なんだよ? ガッツポーズのまま、俺も固まる。


「あ~何だ……王子、お前はここにいろ」

「な!」


 なんでだよ! 反論しようとする俺を、ファイアルトが目で制する。


「とにかく俺が詳しい話を聞いてくるから、王子はここで待機。いいな?」


 なんか、まずいことあるのかな……あるんだろうなぁ。


 ――でも!


「ヤだよ、俺も行く!」


 そんな簡単に納得できるかっつーの、そうだろ?


「師匠に逆らう気か? 罰として素振り百回だ」


「そんなの十分で片付けて、すぐあとを追ってやるからな!」

「じゃあ千回にしよう……頑張れよ」


 ガーン……いらんこと、言うんじゃなかった。


「なんとか話、着けてきてやっから。おとなしく待ってろ」


 緊張した横顔のまま、ファイアルトはそう言った。



 で、俺はファイアルトの言ったとおり、おとなしく千回の素振りをして待機――なんて、するわけがない。


「絶対、ついてっちゃうもんねー……」


 小さな声で、ひとりつぶやきながら中庭の植木をガサゴソと移動する。


 ファイアルトの影は、宮殿の豪華な中庭を横切り、その奥にあるコテージ風の建物に入っていく。

 全面に大きなガラス張りの窓があり、中にはとりどりの観葉植物と品の良いテーブルセット……その椅子に、ひとり腰掛けて読書している人を発見した。


(んん……女の子……?)


 最初はそう思ったけど、よく見ると違ってた。

 色白でキレイでほっそりした、いわば美少年って雰囲気の――ひょっとして、アレが大魔導師様ってやつ? 


 イメージ違うよな、もっと貫禄のあるおじいちゃんとかと思ったぜ。


 ファイアルトは、その少年の正面に腰掛けた。

 

 何か言ってるが遠くて聞き取れない。もう少し近づかないと――。


「……せよ、そこから叩くしか……だろ?」

「……」

「けど……ってたら……」


 ああ、くそ!

 

 大魔導師様の声が小さくてまったく聞こえない。

 俺はそのコテージの裏側に、さらに近づく。


「それはそうと貴様、最近シセ王子相手に、真面目に稽古をつけてやってるそうじゃないか?」


 よく聞こえるようになったと思ったとたんに、俺の話題だ。

 盗み聞きってだけでもドキドキなのに、おれの話題となると――なんか照れるよなぁ。


「そうなんだよ、グランシス。俺も意外なんだがな、あのバカ王子、この頃良い感じだぜ?」

「ふん、どうだか……」


 グランシス大魔導師様は、冷たく鼻を鳴らした。
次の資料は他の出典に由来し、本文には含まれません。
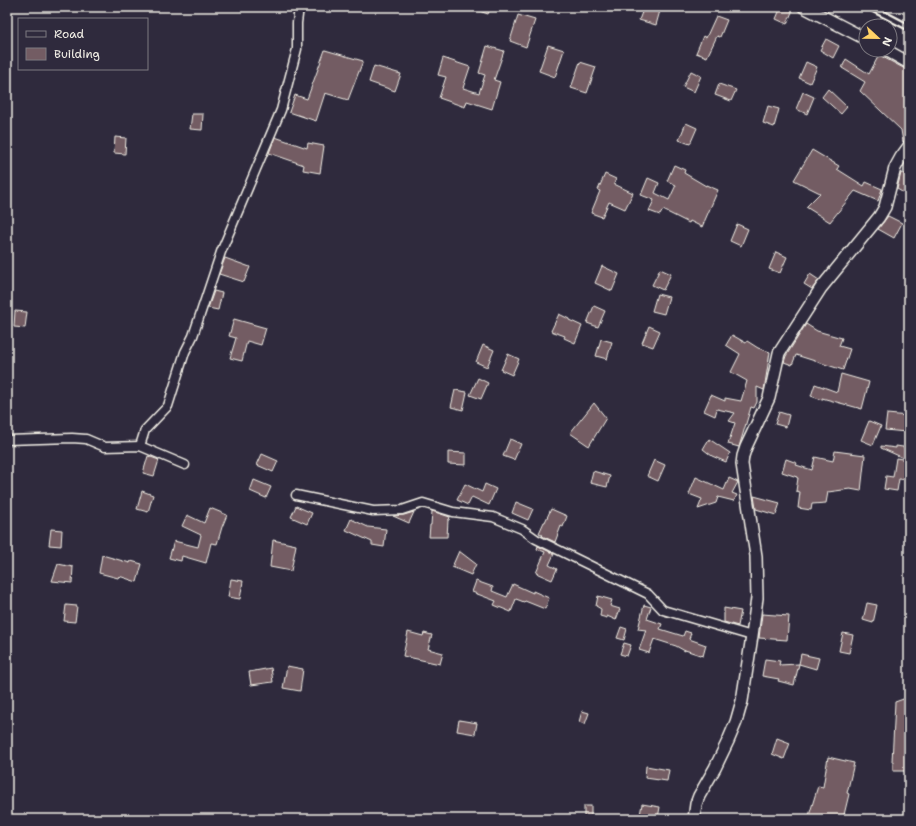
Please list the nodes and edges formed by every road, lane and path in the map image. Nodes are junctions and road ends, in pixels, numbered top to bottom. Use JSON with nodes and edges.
{"nodes":[{"id":1,"x":299,"y":7,"type":"edge"},
{"id":2,"x":804,"y":7,"type":"edge"},
{"id":3,"x":858,"y":35,"type":"edge"},
{"id":4,"x":898,"y":57,"type":"edge"},
{"id":5,"x":909,"y":63,"type":"edge"},
{"id":6,"x":909,"y":146,"type":"edge"},
{"id":7,"x":7,"y":440,"type":"edge"},
{"id":8,"x":140,"y":446,"type":"junction"},
{"id":9,"x":185,"y":465,"type":"dead end"},
{"id":10,"x":296,"y":495,"type":"dead end"},
{"id":11,"x":752,"y":636,"type":"junction"},
{"id":12,"x":694,"y":819,"type":"edge"}],
"edges":[{"from":1,"to":8,"type":"street"},
{"from":2,"to":3,"type":"street"},
{"from":4,"to":5,"type":"street"},
{"from":6,"to":11,"type":"street"},
{"from":7,"to":8,"type":"street"},
{"from":8,"to":9,"type":"street"},
{"from":10,"to":11,"type":"street"},
{"from":11,"to":12,"type":"street"}]}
――これまた、キツイ話だよ……まぁ、良いけどさ。


「それで、さっきの話だが、王子も連れて行きたいんだ。レノマールの仇をとらせてやりたい」


 おお、ファイアルト偉い! 俺は思わず拳を握り締める。


「断る」


 はやっ! 


「足手まといもいいところだ。それに……王子に、レノマールのことを気安く口にする資格などない」

「グランシス……」


 その言葉を聞くと、ファイアルトも黙ってしまった。


 俺だって胸が、痛い。

 レノマールのことを考えると、今でも激しい後悔の気持ちで息が詰まる。


 でも――今の俺に出来ることが、他に見つからないんだ。


「そりゃ、王子の失態がレノマールを殺したかもしれない。だが、今はあいつなりに、その傷を埋めようと必死なんだよ」


 ファイアルトの声は、心なしか小さくなってる。

そりゃ、そうだよな、図星だもん。


「それがこの態度ってわけか?」


 突然、俺は大きな風に包まれた。


「わわ!」


 俺を隠してくれていた草木が一斉に揺れ、気がつくと目の前に、呆れ顔のファイアルトと、依然、厳しい表情のグランシスが立っていた。


「ご、ごめんなさい」


 えっ……と、とりあえず謝っとこ。


 だがグランシス大魔導師様は、俺の「ごめんなさい」など聞いてなかった。


「もう一度言う。レノマールの敵討ちなど絶対に断る。王子だからって甘えるな」


 そう吐き捨てると、踵を返して去っていった。


 これは難しいぞ、とファイアルトが顔をしかめる。


「あいつ――王子嫌いで有名なんだ。わざと敬語を使わないのもそのためだ」

「なんで?」


 王子が、とファイアルトは、腕を組んで考え込んだまま短く言った。


「バカだから」


 ああ、なるほどね――納得。


 コテージに、やたらさわやかな風が吹き抜けていった。